Jan. 15: Photography News wants to see your best images of the solar eclipse
Are you in Africa or Asia on January 15? We would love to see your solar eclipse photographs! A selection of the best images will be showcased on Photography News with links to your websites.
Send us your photos, together with your name, location, website (optional) and a short description of the event (optional), at firstname.lastname@example.org.
An annular solar eclipse will occur on Friday, January 15, and will be the longest solar eclipse in duration since 1992.
Annular solar eclipse occurs when the sun and the moon are exactly in line, but the apparent size of the moon's shadow is smaller than that of the visible disc of the sun. The covered sun, therefore, appears as a 'Ring of Fire', with its rays appearing spread out from the outline of the moon.
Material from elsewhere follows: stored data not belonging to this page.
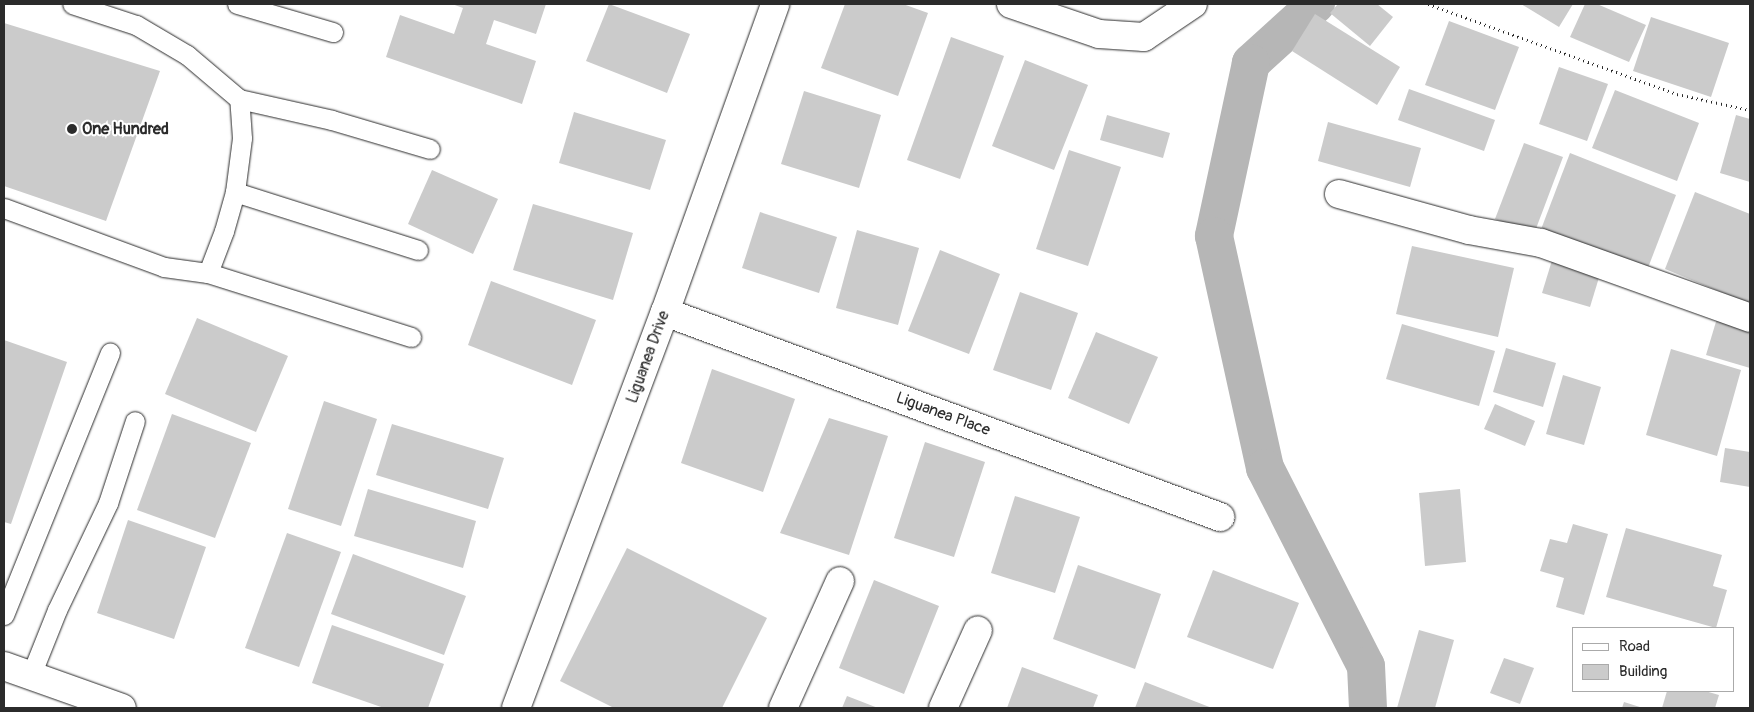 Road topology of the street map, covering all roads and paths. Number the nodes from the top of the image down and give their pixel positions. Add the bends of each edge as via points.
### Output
1 (72, 4) edge
2 (237, 4) edge
3 (775, 4) edge
4 (1011, 4) edge
5 (1193, 4) edge
6 (1428, 4) edge
7 (334, 32) dead end
8 (239, 99) junction
9 (1750, 110) edge
10 (430, 149) dead end
11 (234, 192) junction
12 (1338, 194) dead end
13 (4, 208) edge
14 (418, 250) dead end
15 (208, 273) junction
16 (665, 312) junction
17 (1750, 318) edge
18 (411, 337) dead end
19 (110, 352) dead end
20 (135, 421) dead end
21 (1220, 517) dead end
22 (840, 581) dead end
23 (4, 615) edge
24 (978, 630) dead end
25 (4, 666) edge
26 (31, 676) junction
27 (122, 708) edge
28 (516, 708) edge
29 (783, 708) edge
30 (943, 708) edge

1 - 8 lane via 136,25 187,55
2 - 7 lane
3 - 16 street, Liguanea Drive
4 - 5 street via 1098,34 1144,37
6 - 9 path via 1677,94
8 - 10 lane via 332,120
8 - 11 lane via 242,138
11 - 14 lane
11 - 15 lane
12 - 17 street via 1469,230 1541,244
13 - 15 lane via 164,267
15 - 18 lane
16 - 21 street, Liguanea Place
16 - 28 street, Liguanea Drive
19 - 23 lane
20 - 26 lane via 108,503 57,610
22 - 29 street
24 - 30 street
25 - 26 street
26 - 27 street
“This eclipse will be visible from a track that goes across central Africa, the Indian Ocean, and eastern Asia.
The maximum eclipse occurs in the middle of the Indian Ocean, but the annular phase will still be seen from either Africa or Asia,” the Philippine Atmospheric, Geophysical, and Astronomical Services Administration (PAGASA) said in its astronomical diary for January prepared by PAGASA Administrator Dr. Prisco Nilo.
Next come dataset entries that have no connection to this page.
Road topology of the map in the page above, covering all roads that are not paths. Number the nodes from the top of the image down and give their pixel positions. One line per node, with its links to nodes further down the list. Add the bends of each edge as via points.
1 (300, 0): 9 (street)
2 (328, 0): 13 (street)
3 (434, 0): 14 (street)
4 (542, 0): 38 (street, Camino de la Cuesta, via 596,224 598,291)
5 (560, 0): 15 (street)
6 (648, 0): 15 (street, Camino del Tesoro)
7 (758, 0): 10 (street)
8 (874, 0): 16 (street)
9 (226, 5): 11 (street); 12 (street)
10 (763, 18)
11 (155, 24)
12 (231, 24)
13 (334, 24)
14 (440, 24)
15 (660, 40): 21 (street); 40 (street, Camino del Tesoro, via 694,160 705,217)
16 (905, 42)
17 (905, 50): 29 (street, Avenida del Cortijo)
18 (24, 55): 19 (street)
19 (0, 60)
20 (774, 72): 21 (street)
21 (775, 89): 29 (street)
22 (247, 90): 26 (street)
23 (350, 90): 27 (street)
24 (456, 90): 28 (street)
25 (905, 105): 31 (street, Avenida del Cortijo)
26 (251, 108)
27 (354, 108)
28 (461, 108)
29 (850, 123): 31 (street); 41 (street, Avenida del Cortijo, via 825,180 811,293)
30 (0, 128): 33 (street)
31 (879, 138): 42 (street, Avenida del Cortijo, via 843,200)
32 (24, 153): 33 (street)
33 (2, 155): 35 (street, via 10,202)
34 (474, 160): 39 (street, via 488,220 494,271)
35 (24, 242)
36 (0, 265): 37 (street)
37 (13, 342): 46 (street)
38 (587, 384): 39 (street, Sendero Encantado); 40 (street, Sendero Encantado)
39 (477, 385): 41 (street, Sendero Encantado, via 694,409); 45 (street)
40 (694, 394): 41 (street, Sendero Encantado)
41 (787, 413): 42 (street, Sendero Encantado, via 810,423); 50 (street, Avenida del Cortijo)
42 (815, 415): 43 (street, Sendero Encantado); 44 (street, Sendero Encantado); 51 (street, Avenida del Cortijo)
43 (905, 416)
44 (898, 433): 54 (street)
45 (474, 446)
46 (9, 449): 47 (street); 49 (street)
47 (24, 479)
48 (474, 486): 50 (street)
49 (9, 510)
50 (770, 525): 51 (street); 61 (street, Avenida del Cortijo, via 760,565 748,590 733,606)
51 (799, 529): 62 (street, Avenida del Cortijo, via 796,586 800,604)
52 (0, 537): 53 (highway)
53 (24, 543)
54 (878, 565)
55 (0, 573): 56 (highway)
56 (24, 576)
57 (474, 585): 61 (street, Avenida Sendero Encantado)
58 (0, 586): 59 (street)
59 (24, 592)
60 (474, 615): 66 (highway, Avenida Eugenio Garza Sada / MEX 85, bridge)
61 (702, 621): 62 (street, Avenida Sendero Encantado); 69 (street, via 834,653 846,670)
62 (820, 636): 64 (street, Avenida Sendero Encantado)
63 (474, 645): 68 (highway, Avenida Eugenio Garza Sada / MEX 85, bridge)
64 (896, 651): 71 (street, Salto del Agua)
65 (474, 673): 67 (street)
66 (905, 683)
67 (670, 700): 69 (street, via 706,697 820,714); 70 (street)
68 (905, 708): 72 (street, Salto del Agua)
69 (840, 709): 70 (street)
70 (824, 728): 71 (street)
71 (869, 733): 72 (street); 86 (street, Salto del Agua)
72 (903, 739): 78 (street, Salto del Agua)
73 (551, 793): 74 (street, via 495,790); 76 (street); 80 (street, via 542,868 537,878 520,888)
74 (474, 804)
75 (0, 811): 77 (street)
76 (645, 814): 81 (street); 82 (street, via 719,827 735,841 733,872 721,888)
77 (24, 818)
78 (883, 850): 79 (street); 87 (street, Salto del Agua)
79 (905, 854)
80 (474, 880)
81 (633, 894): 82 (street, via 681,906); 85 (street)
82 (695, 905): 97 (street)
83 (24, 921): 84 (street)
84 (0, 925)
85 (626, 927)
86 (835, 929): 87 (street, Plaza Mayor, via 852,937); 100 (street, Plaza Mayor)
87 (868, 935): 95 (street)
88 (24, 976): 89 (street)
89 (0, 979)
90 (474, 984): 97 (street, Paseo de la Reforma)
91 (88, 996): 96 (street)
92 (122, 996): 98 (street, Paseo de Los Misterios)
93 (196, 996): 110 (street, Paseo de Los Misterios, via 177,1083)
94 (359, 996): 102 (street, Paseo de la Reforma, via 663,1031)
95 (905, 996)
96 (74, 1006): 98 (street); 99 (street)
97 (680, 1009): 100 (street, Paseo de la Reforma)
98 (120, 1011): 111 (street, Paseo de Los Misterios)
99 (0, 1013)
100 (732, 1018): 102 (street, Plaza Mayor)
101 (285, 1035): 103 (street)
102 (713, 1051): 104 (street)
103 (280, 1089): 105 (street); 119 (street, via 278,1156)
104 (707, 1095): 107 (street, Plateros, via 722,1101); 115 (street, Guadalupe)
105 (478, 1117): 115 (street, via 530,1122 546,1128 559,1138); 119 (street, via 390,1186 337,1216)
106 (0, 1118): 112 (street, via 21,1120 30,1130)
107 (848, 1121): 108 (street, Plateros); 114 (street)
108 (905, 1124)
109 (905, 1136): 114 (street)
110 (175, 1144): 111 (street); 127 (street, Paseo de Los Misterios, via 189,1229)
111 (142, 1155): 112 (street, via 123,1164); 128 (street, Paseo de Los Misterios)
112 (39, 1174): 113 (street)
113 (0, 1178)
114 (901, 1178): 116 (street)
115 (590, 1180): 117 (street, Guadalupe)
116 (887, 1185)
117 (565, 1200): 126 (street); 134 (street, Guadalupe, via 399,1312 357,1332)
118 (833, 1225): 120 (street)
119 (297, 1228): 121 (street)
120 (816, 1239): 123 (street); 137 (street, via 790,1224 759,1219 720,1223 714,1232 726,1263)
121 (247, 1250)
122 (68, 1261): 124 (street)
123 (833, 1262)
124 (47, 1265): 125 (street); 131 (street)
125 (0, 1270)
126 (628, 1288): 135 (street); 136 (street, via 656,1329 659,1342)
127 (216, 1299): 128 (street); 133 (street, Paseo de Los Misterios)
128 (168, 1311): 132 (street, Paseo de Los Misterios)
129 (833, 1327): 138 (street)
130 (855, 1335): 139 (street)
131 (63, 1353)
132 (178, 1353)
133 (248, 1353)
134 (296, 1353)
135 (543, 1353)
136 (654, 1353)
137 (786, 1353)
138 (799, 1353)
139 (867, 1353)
The path of the moon's shadow begins in Africa at 10.44 a.m. and passes through Chad, Central African Republic, the Democratic Republic of the Congo, Uganda, Kenya, and Somalia. After leaving Africa, the path crosses the Indian Ocean.
The central path then continues into Asia through the extreme southern part of India, Bangladesh, Myanmar, and China. A partial eclipse will be seen within the much broader path, including entire India, or Bangladesh.